**REQUIRED ACTION:** Repeat the data word for word and skip the pictures.

BEGIN LISTED ENTRIES

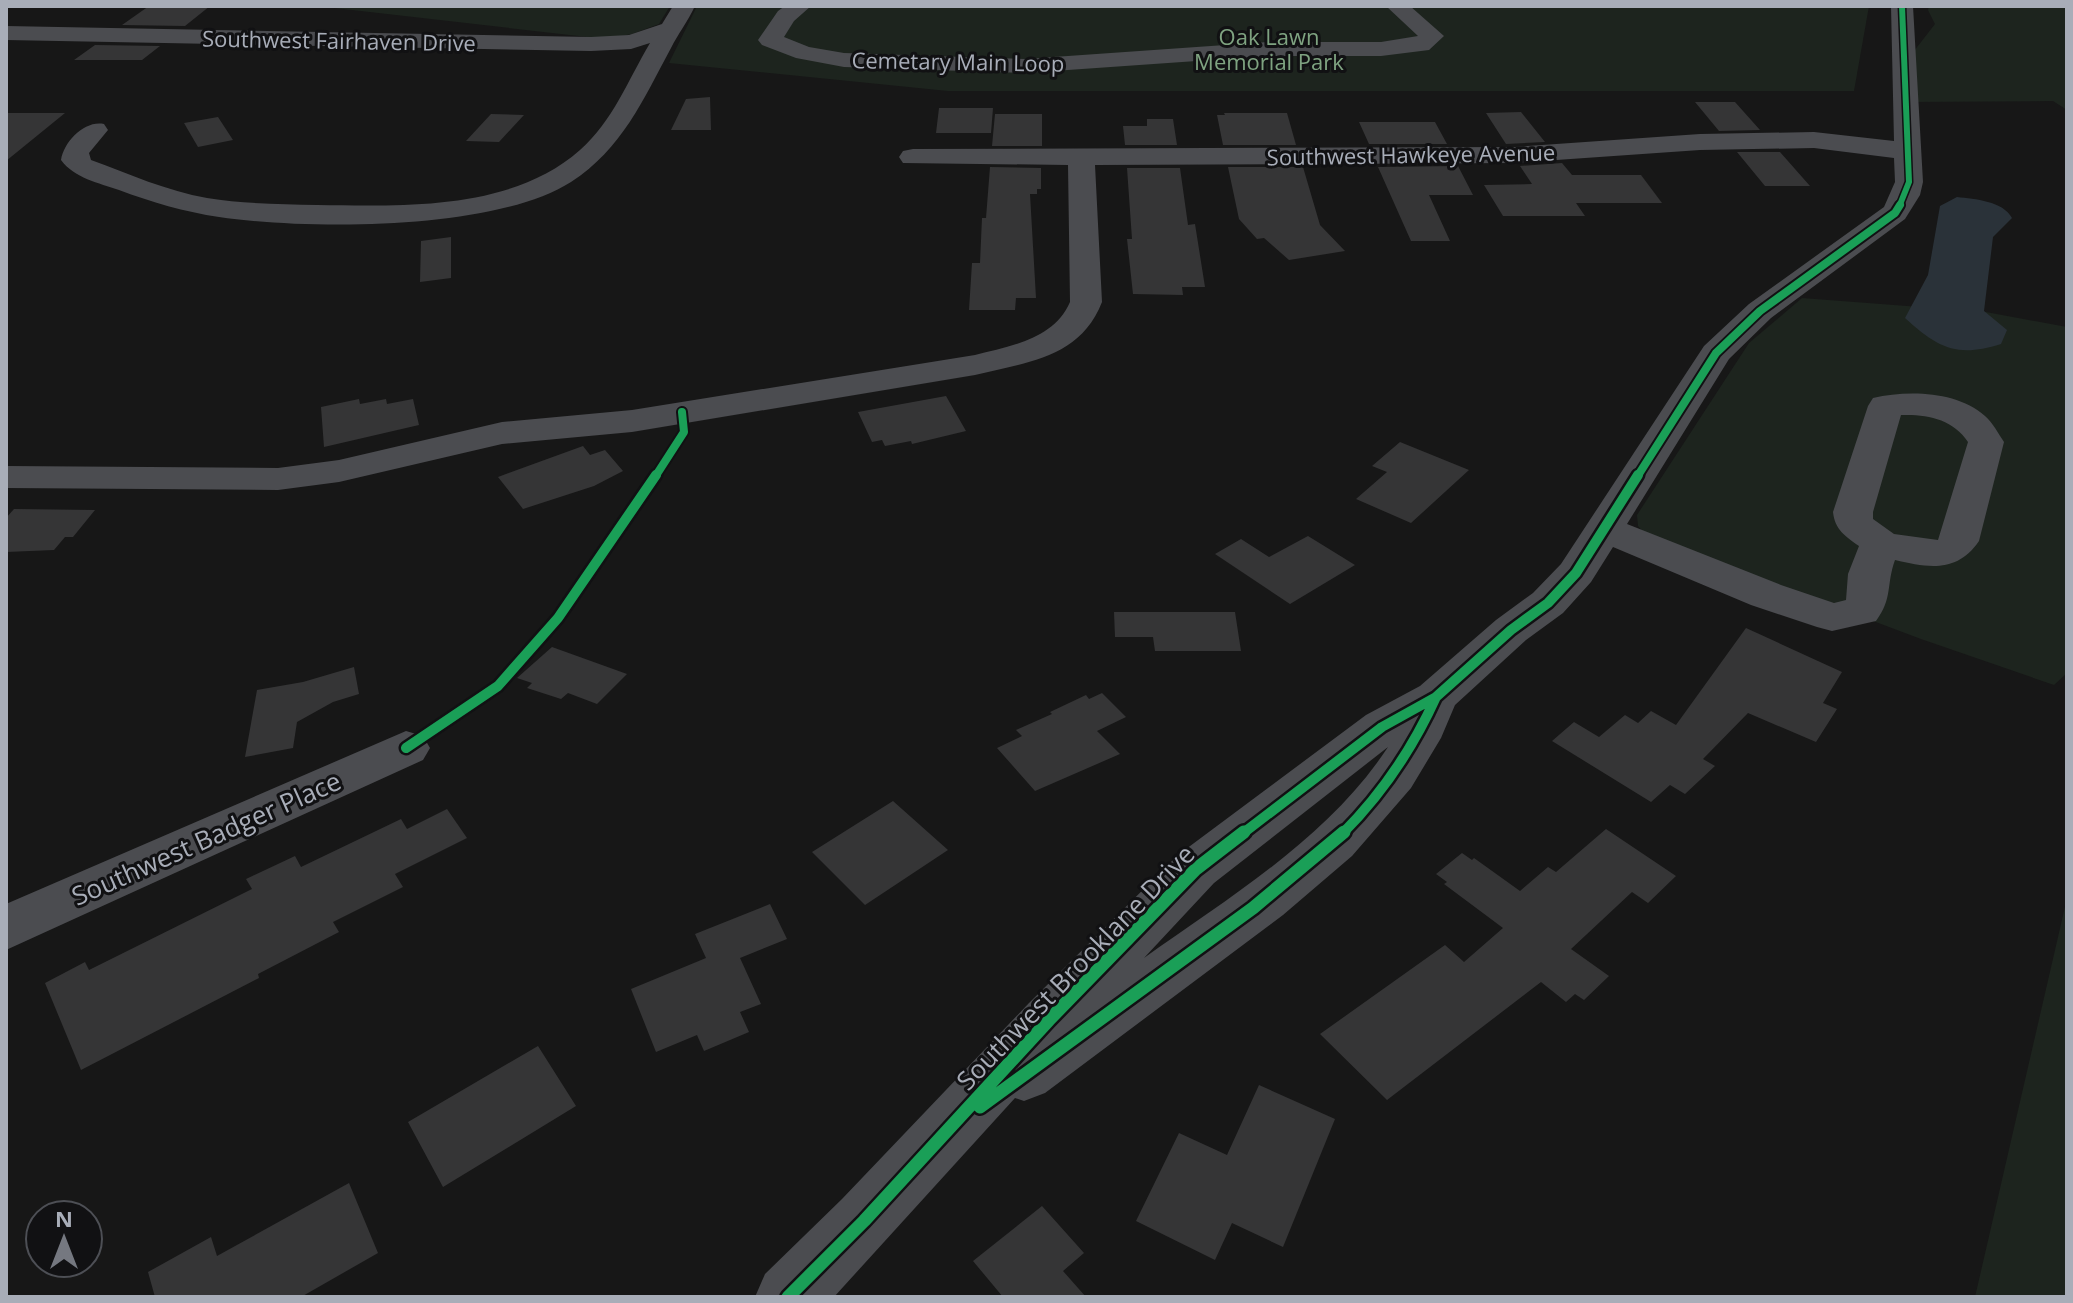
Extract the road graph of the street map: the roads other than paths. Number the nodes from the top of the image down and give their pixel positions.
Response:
1 (800, 6) edge
2 (1397, 6) edge
3 (1902, 6) edge
4 (677, 17) edge
5 (6, 33) edge
6 (95, 130) dead end
7 (1908, 151) junction
8 (1081, 155) junction
9 (913, 157) dead end
10 (6, 477) edge
11 (1604, 529) junction
12 (1880, 543) dead end
13 (406, 748) dead end
14 (6, 928) edge
15 (788, 1297) edge

1 - 2 street, Cemetary Main Loop
3 - 7 street, Southwest Brooklane Drive
4 - 5 street, Southwest Fairhaven Drive
4 - 6 street
7 - 8 street, Southwest Hawkeye Avenue
7 - 11 street, Southwest Brooklane Drive
8 - 9 street, Southwest Hawkeye Avenue
8 - 10 street
11 - 12 street
11 - 15 street, Southwest Brooklane Drive
13 - 14 street, Southwest Badger Place

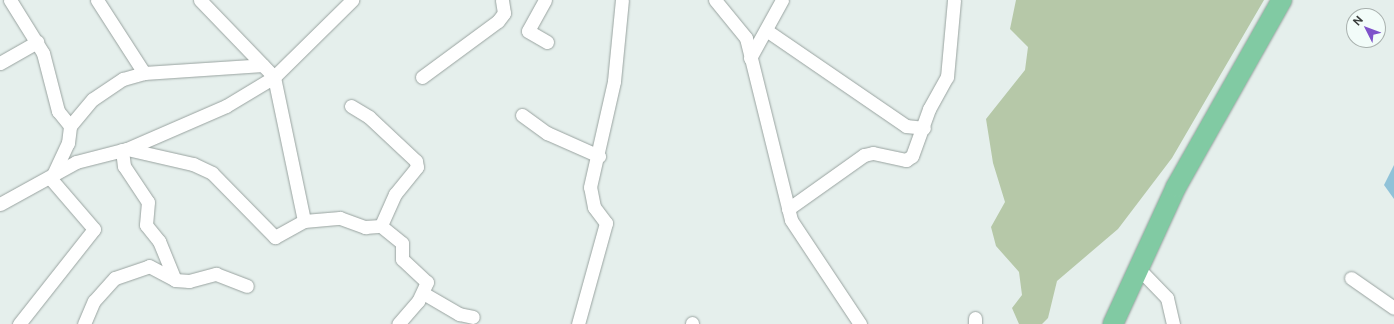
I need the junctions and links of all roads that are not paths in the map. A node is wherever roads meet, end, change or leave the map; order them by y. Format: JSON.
{"nodes":[{"id":1,"x":10,"y":0,"type":"edge"},
{"id":2,"x":97,"y":0,"type":"edge"},
{"id":3,"x":200,"y":0,"type":"edge"},
{"id":4,"x":352,"y":0,"type":"edge"},
{"id":5,"x":502,"y":0,"type":"edge"},
{"id":6,"x":545,"y":0,"type":"edge"},
{"id":7,"x":622,"y":0,"type":"edge"},
{"id":8,"x":715,"y":0,"type":"edge"},
{"id":9,"x":782,"y":0,"type":"edge"},
{"id":10,"x":954,"y":0,"type":"edge"},
{"id":11,"x":1282,"y":0,"type":"edge"},
{"id":12,"x":1297,"y":0,"type":"edge"},
{"id":13,"x":766,"y":30,"type":"junction"},
{"id":14,"x":36,"y":42,"type":"junction"},
{"id":15,"x":547,"y":42,"type":"dead end"},
{"id":16,"x":750,"y":58,"type":"junction"},
{"id":17,"x":0,"y":63,"type":"edge"},
{"id":18,"x":263,"y":65,"type":"junction"},
{"id":19,"x":144,"y":73,"type":"junction"},
{"id":20,"x":274,"y":77,"type":"junction"},
{"id":21,"x":422,"y":77,"type":"dead end"},
{"id":22,"x":351,"y":106,"type":"dead end"},
{"id":23,"x":522,"y":115,"type":"dead end"},
{"id":24,"x":70,"y":126,"type":"junction"},
{"id":25,"x":924,"y":128,"type":"junction"},
{"id":26,"x":125,"y":150,"type":"junction"},
{"id":27,"x":599,"y":156,"type":"junction"},
{"id":28,"x":51,"y":179,"type":"junction"},
{"id":29,"x":0,"y":204,"type":"edge"},
{"id":30,"x":788,"y":210,"type":"junction"},
{"id":31,"x":304,"y":221,"type":"junction"},
{"id":32,"x":381,"y":226,"type":"junction"},
{"id":33,"x":1154,"y":237,"type":"junction"},
{"id":34,"x":1140,"y":270,"type":"junction"},
{"id":35,"x":1351,"y":278,"type":"dead end"},
{"id":36,"x":175,"y":280,"type":"junction"},
{"id":37,"x":247,"y":286,"type":"dead end"},
{"id":38,"x":424,"y":293,"type":"junction"},
{"id":39,"x":1394,"y":308,"type":"edge"},
{"id":40,"x":473,"y":317,"type":"dead end"},
{"id":41,"x":19,"y":324,"type":"edge"},
{"id":42,"x":84,"y":324,"type":"edge"},
{"id":43,"x":398,"y":324,"type":"edge"},
{"id":44,"x":578,"y":324,"type":"edge"},
{"id":45,"x":860,"y":324,"type":"edge"},
{"id":46,"x":1113,"y":324,"type":"edge"},
{"id":47,"x":1173,"y":324,"type":"edge"}],
"edges":[{"from":1,"to":14,"type":"street"},
{"from":2,"to":19,"type":"street"},
{"from":3,"to":18,"type":"street"},
{"from":4,"to":20,"type":"street"},
{"from":5,"to":21,"type":"street"},
{"from":6,"to":15,"type":"street"},
{"from":7,"to":27,"type":"street"},
{"from":8,"to":16,"type":"street"},
{"from":9,"to":13,"type":"street"},
{"from":10,"to":25,"type":"street"},
{"from":11,"to":33,"type":"main road"},
{"from":12,"to":33,"type":"main road"},
{"from":13,"to":16,"type":"street"},
{"from":13,"to":25,"type":"street"},
{"from":14,"to":17,"type":"street"},
{"from":14,"to":24,"type":"street"},
{"from":16,"to":30,"type":"street"},
{"from":18,"to":19,"type":"street"},
{"from":18,"to":20,"type":"street"},
{"from":19,"to":24,"type":"street"},
{"from":20,"to":26,"type":"street"},
{"from":20,"to":31,"type":"street"},
{"from":22,"to":32,"type":"street"},
{"from":23,"to":27,"type":"street"},
{"from":24,"to":28,"type":"street"},
{"from":25,"to":30,"type":"street"},
{"from":26,"to":28,"type":"street"},
{"from":26,"to":31,"type":"street"},
{"from":26,"to":36,"type":"street"},
{"from":27,"to":44,"type":"street"},
{"from":28,"to":29,"type":"street"},
{"from":28,"to":41,"type":"street"},
{"from":30,"to":45,"type":"street"},
{"from":31,"to":32,"type":"street"},
{"from":32,"to":38,"type":"street"},
{"from":33,"to":34,"type":"main road"},
{"from":34,"to":46,"type":"main road"},
{"from":34,"to":47,"type":"street"},
{"from":35,"to":39,"type":"street"},
{"from":36,"to":37,"type":"street"},
{"from":36,"to":42,"type":"street"},
{"from":38,"to":40,"type":"street"},
{"from":38,"to":43,"type":"street"}]}
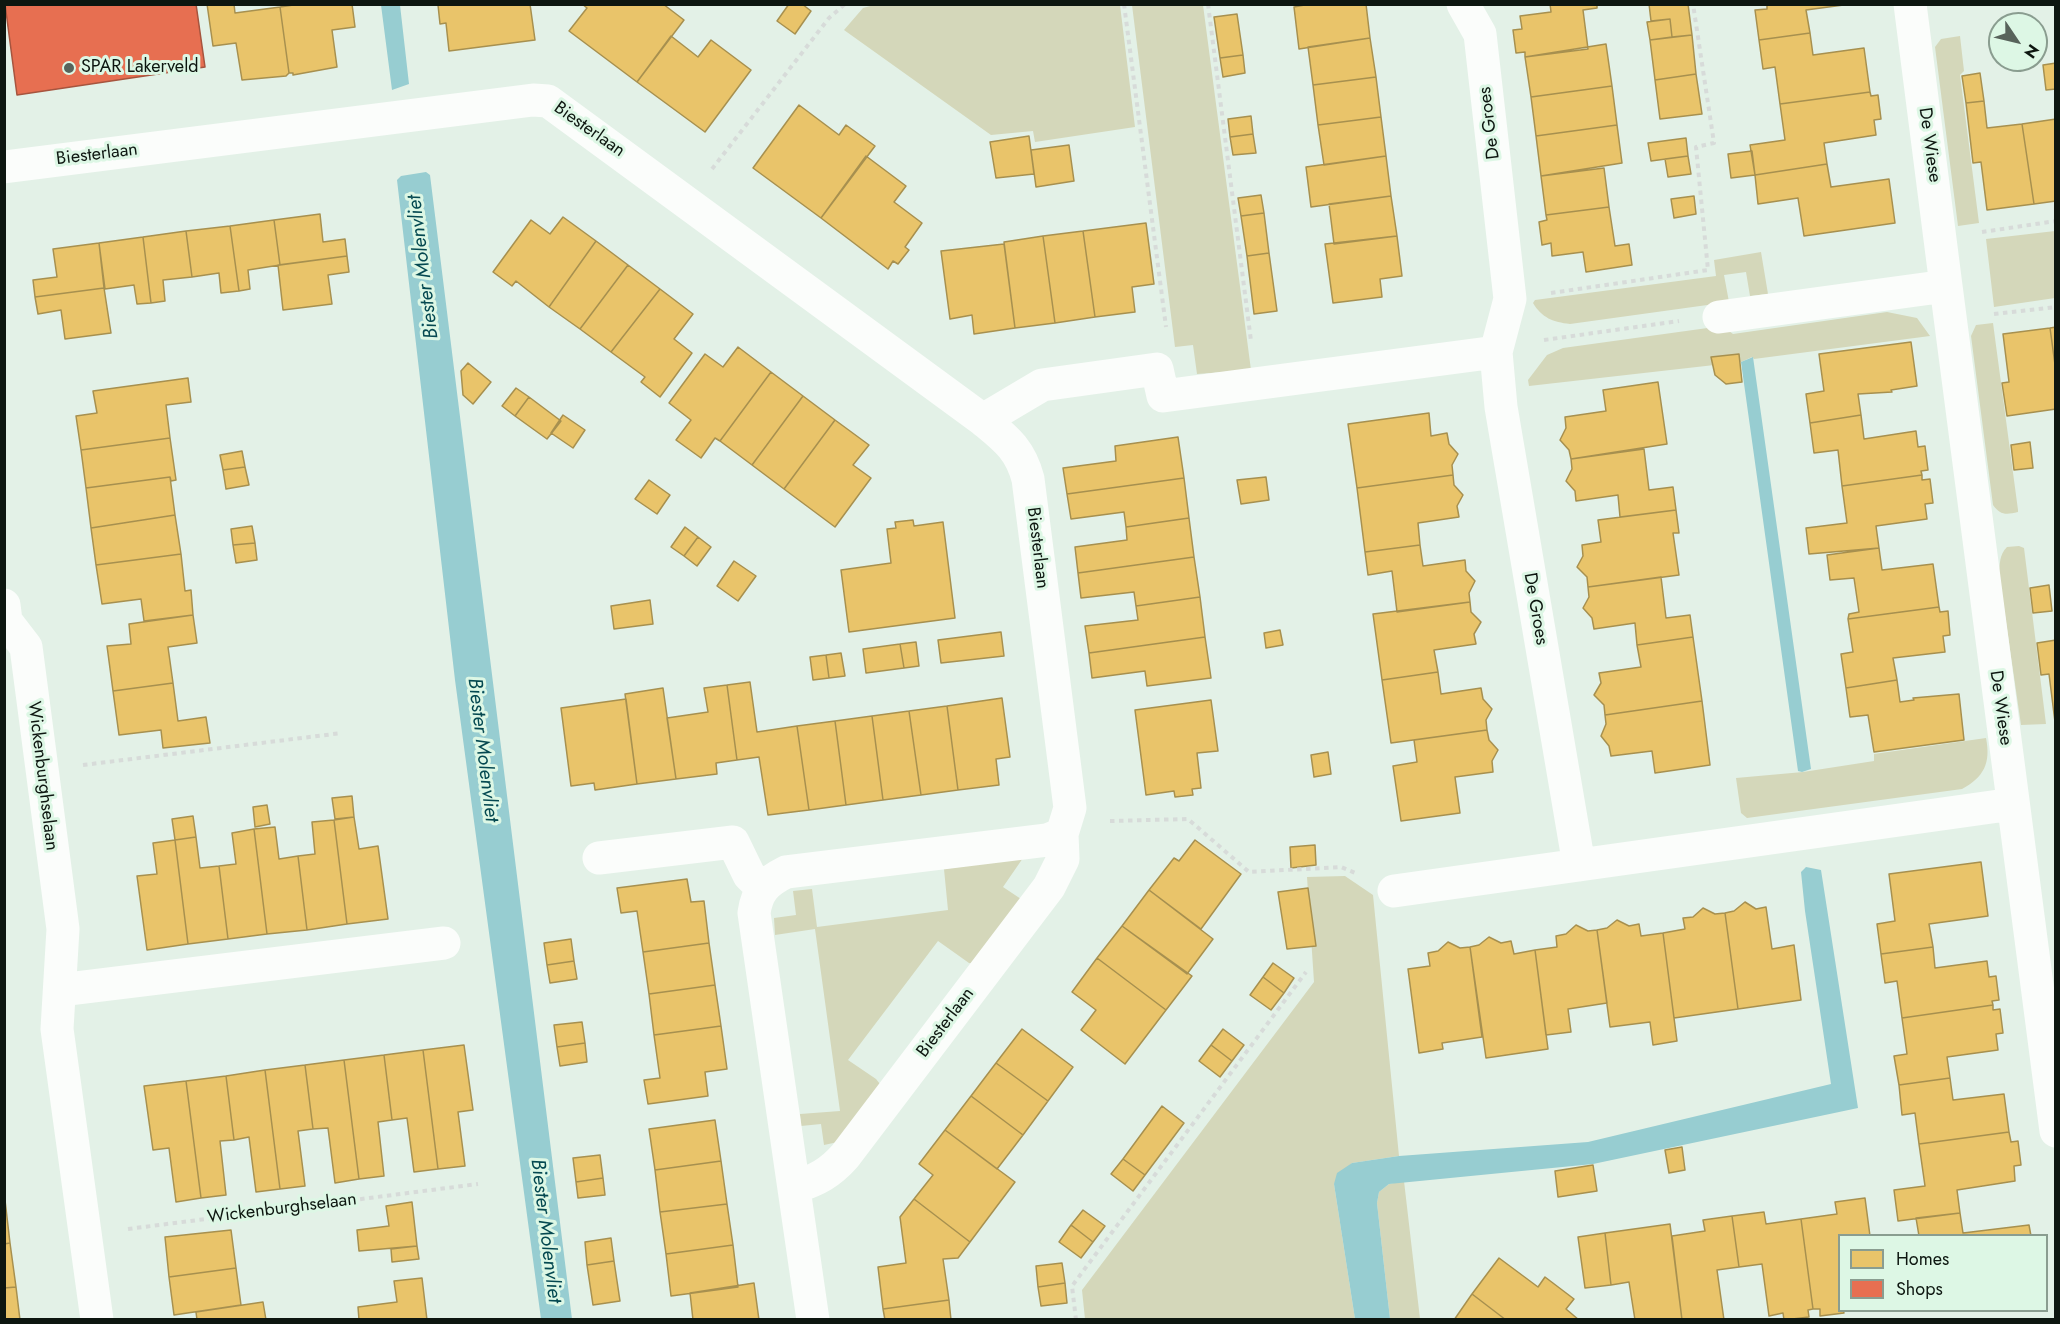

END LISTED ENTRIES

**WRITTEN RESPONSE:**
Extract the road graph of the street map: the roads other than paths. Number the nodes from the top of the image down and give their pixel positions.
Response:
1 (800, 6) edge
2 (1397, 6) edge
3 (1902, 6) edge
4 (677, 17) edge
5 (6, 33) edge
6 (95, 130) dead end
7 (1908, 151) junction
8 (1081, 155) junction
9 (913, 157) dead end
10 (6, 477) edge
11 (1604, 529) junction
12 (1880, 543) dead end
13 (406, 748) dead end
14 (6, 928) edge
15 (788, 1297) edge

1 - 2 street, Cemetary Main Loop
3 - 7 street, Southwest Brooklane Drive
4 - 5 street, Southwest Fairhaven Drive
4 - 6 street
7 - 8 street, Southwest Hawkeye Avenue
7 - 11 street, Southwest Brooklane Drive
8 - 9 street, Southwest Hawkeye Avenue
8 - 10 street
11 - 12 street
11 - 15 street, Southwest Brooklane Drive
13 - 14 street, Southwest Badger Place

I need the junctions and links of all roads that are not paths in the map. A node is wherever roads meet, end, change or leave the map; order them by y. Format: JSON.
{"nodes":[{"id":1,"x":10,"y":0,"type":"edge"},
{"id":2,"x":97,"y":0,"type":"edge"},
{"id":3,"x":200,"y":0,"type":"edge"},
{"id":4,"x":352,"y":0,"type":"edge"},
{"id":5,"x":502,"y":0,"type":"edge"},
{"id":6,"x":545,"y":0,"type":"edge"},
{"id":7,"x":622,"y":0,"type":"edge"},
{"id":8,"x":715,"y":0,"type":"edge"},
{"id":9,"x":782,"y":0,"type":"edge"},
{"id":10,"x":954,"y":0,"type":"edge"},
{"id":11,"x":1282,"y":0,"type":"edge"},
{"id":12,"x":1297,"y":0,"type":"edge"},
{"id":13,"x":766,"y":30,"type":"junction"},
{"id":14,"x":36,"y":42,"type":"junction"},
{"id":15,"x":547,"y":42,"type":"dead end"},
{"id":16,"x":750,"y":58,"type":"junction"},
{"id":17,"x":0,"y":63,"type":"edge"},
{"id":18,"x":263,"y":65,"type":"junction"},
{"id":19,"x":144,"y":73,"type":"junction"},
{"id":20,"x":274,"y":77,"type":"junction"},
{"id":21,"x":422,"y":77,"type":"dead end"},
{"id":22,"x":351,"y":106,"type":"dead end"},
{"id":23,"x":522,"y":115,"type":"dead end"},
{"id":24,"x":70,"y":126,"type":"junction"},
{"id":25,"x":924,"y":128,"type":"junction"},
{"id":26,"x":125,"y":150,"type":"junction"},
{"id":27,"x":599,"y":156,"type":"junction"},
{"id":28,"x":51,"y":179,"type":"junction"},
{"id":29,"x":0,"y":204,"type":"edge"},
{"id":30,"x":788,"y":210,"type":"junction"},
{"id":31,"x":304,"y":221,"type":"junction"},
{"id":32,"x":381,"y":226,"type":"junction"},
{"id":33,"x":1154,"y":237,"type":"junction"},
{"id":34,"x":1140,"y":270,"type":"junction"},
{"id":35,"x":1351,"y":278,"type":"dead end"},
{"id":36,"x":175,"y":280,"type":"junction"},
{"id":37,"x":247,"y":286,"type":"dead end"},
{"id":38,"x":424,"y":293,"type":"junction"},
{"id":39,"x":1394,"y":308,"type":"edge"},
{"id":40,"x":473,"y":317,"type":"dead end"},
{"id":41,"x":19,"y":324,"type":"edge"},
{"id":42,"x":84,"y":324,"type":"edge"},
{"id":43,"x":398,"y":324,"type":"edge"},
{"id":44,"x":578,"y":324,"type":"edge"},
{"id":45,"x":860,"y":324,"type":"edge"},
{"id":46,"x":1113,"y":324,"type":"edge"},
{"id":47,"x":1173,"y":324,"type":"edge"}],
"edges":[{"from":1,"to":14,"type":"street"},
{"from":2,"to":19,"type":"street"},
{"from":3,"to":18,"type":"street"},
{"from":4,"to":20,"type":"street"},
{"from":5,"to":21,"type":"street"},
{"from":6,"to":15,"type":"street"},
{"from":7,"to":27,"type":"street"},
{"from":8,"to":16,"type":"street"},
{"from":9,"to":13,"type":"street"},
{"from":10,"to":25,"type":"street"},
{"from":11,"to":33,"type":"main road"},
{"from":12,"to":33,"type":"main road"},
{"from":13,"to":16,"type":"street"},
{"from":13,"to":25,"type":"street"},
{"from":14,"to":17,"type":"street"},
{"from":14,"to":24,"type":"street"},
{"from":16,"to":30,"type":"street"},
{"from":18,"to":19,"type":"street"},
{"from":18,"to":20,"type":"street"},
{"from":19,"to":24,"type":"street"},
{"from":20,"to":26,"type":"street"},
{"from":20,"to":31,"type":"street"},
{"from":22,"to":32,"type":"street"},
{"from":23,"to":27,"type":"street"},
{"from":24,"to":28,"type":"street"},
{"from":25,"to":30,"type":"street"},
{"from":26,"to":28,"type":"street"},
{"from":26,"to":31,"type":"street"},
{"from":26,"to":36,"type":"street"},
{"from":27,"to":44,"type":"street"},
{"from":28,"to":29,"type":"street"},
{"from":28,"to":41,"type":"street"},
{"from":30,"to":45,"type":"street"},
{"from":31,"to":32,"type":"street"},
{"from":32,"to":38,"type":"street"},
{"from":33,"to":34,"type":"main road"},
{"from":34,"to":46,"type":"main road"},
{"from":34,"to":47,"type":"street"},
{"from":35,"to":39,"type":"street"},
{"from":36,"to":37,"type":"street"},
{"from":36,"to":42,"type":"street"},
{"from":38,"to":40,"type":"street"},
{"from":38,"to":43,"type":"street"}]}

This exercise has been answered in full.